Competing interests: The authors have declared that no competing interests exist.

Introduction

End-of-life (EOL) care is an essential component of healthcare that often addresses a period of burdensome symptoms, reduced quality of life, and focuses on providing comfort and support to people and their families during the final stages of a serious illness [1]. Despite being a critical aspect of healthcare, previous research identified differences in models of care near the EOL that were related to whether a person has cancer or terminal noncancer illness [2, 3]. Much of the prior focus on improving care near the EOL has been on people with cancer [4, 5].

The COVID-19 pandemic necessitated a significant shift towards virtual care, including physician-delivered care models near the EOL [6]. Virtual care utilizes video conferencing and telehealth to support people remotely and has potential benefits, including increased accessibility to care, improved communication between people and care teams, and the ability to provide care in the person’s home [712]. On March 14, 2020, the Ontario Government introduced a set of reimbursable telephone and video-based provider fee codes to enable the delivery of virtual care, including in the last 90 days of life. During the pandemic, use of virtual care was utilized to reduce the risk of SARS-CoV-2 transmission from in-person visits. However, virtual care as an emerging health technology presents potential challenges that may limit its use and access among older adults, those with comorbidities, frailty, impaired cognitive or physical function, and pre-existing disabilities [1315]. Therefore, utilizing a physician-delivered mixed model of in-person and virtual care may be optimal near the EOL. Indeed, a recent qualitative study examined the experiences and perspectives of healthcare professionals (HCPs), unpaid family caregivers, and people who delivered or received home-based in-person virtual care during the pandemic. It found that participants generally preferred in-person care to virtual care, but a mixed model of care delivery may be ideal for the future [16].

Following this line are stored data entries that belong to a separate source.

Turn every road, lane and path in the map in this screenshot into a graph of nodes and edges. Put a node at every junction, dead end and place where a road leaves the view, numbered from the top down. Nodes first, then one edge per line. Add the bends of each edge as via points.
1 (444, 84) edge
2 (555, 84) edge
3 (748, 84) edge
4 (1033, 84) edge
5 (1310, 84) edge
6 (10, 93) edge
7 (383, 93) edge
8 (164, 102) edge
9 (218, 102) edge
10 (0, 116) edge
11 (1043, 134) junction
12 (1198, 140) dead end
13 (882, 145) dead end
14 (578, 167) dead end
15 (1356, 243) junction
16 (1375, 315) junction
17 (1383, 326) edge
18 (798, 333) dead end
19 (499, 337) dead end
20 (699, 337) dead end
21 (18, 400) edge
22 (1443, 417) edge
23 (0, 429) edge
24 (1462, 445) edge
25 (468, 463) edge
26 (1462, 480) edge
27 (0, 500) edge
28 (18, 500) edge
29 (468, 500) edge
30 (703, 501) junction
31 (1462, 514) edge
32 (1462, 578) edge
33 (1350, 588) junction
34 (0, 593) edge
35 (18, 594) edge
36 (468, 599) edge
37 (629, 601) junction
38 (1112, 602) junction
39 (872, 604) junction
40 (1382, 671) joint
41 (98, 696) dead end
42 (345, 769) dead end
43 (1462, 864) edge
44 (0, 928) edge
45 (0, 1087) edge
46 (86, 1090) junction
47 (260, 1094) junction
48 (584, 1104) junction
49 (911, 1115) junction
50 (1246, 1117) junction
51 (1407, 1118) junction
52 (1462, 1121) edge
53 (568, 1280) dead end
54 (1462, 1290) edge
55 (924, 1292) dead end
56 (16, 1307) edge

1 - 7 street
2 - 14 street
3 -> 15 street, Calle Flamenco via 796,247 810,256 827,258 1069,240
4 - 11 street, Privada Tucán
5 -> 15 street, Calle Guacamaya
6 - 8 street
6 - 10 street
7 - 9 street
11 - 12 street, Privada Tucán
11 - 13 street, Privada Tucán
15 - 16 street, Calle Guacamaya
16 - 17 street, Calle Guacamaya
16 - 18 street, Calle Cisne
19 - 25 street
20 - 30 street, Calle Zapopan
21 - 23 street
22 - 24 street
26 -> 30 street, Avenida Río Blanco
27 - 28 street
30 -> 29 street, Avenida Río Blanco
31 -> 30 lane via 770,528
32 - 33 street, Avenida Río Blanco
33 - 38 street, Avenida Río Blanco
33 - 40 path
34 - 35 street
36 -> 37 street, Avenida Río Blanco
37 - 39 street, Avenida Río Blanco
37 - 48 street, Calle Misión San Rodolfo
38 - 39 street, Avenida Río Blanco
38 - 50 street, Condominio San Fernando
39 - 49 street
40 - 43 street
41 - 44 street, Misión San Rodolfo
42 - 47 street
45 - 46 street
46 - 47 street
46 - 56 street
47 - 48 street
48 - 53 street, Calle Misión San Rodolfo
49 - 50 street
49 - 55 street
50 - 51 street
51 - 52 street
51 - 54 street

Despite observed differences in EOL care delivery models between people with different types of serious illness before the pandemic, it remains unknown if these differences persisted in the pandemic during a period of widespread virtual care use. Further, it is unknown if a preferential model of care is used more frequently among people with cancer compared to people with terminal noncancer illness.

To address these existing knowledge gaps in patterns of EOL care delivery during the pandemic, we measured the association between types of serious illness (cancer and noncancer terminal illness: chronic organ failure, dementia, multimorbidity) and the use of different physician-delivered care models (exclusively virtual, exclusively home-based in-person, and mixed model of care) near the EOL.

Methods

This study is reported in compliance with guidelines for The Reporting of studies Conducted using Observational Routinely collected health Data (RECORD) (S1 Table) [17].

Ethics

ICES is a prescribed entity under Ontario’s Personal Health Information Protection Act (PHIPA). Section 45 of the Personal Health Information Protection Act (PHIPA) permits ICES to collect and use personal health information (PHI) without consent of the individual to whom the PHI relates if the collection/use is for the purpose of Evaluation, Planning or Management (EPM) of all or part of the health system and/or health services. ICES does not require Research Ethics Board (REB) approval for ICES Projects that involve use of PHI and are conducted entirely for EPM purposes.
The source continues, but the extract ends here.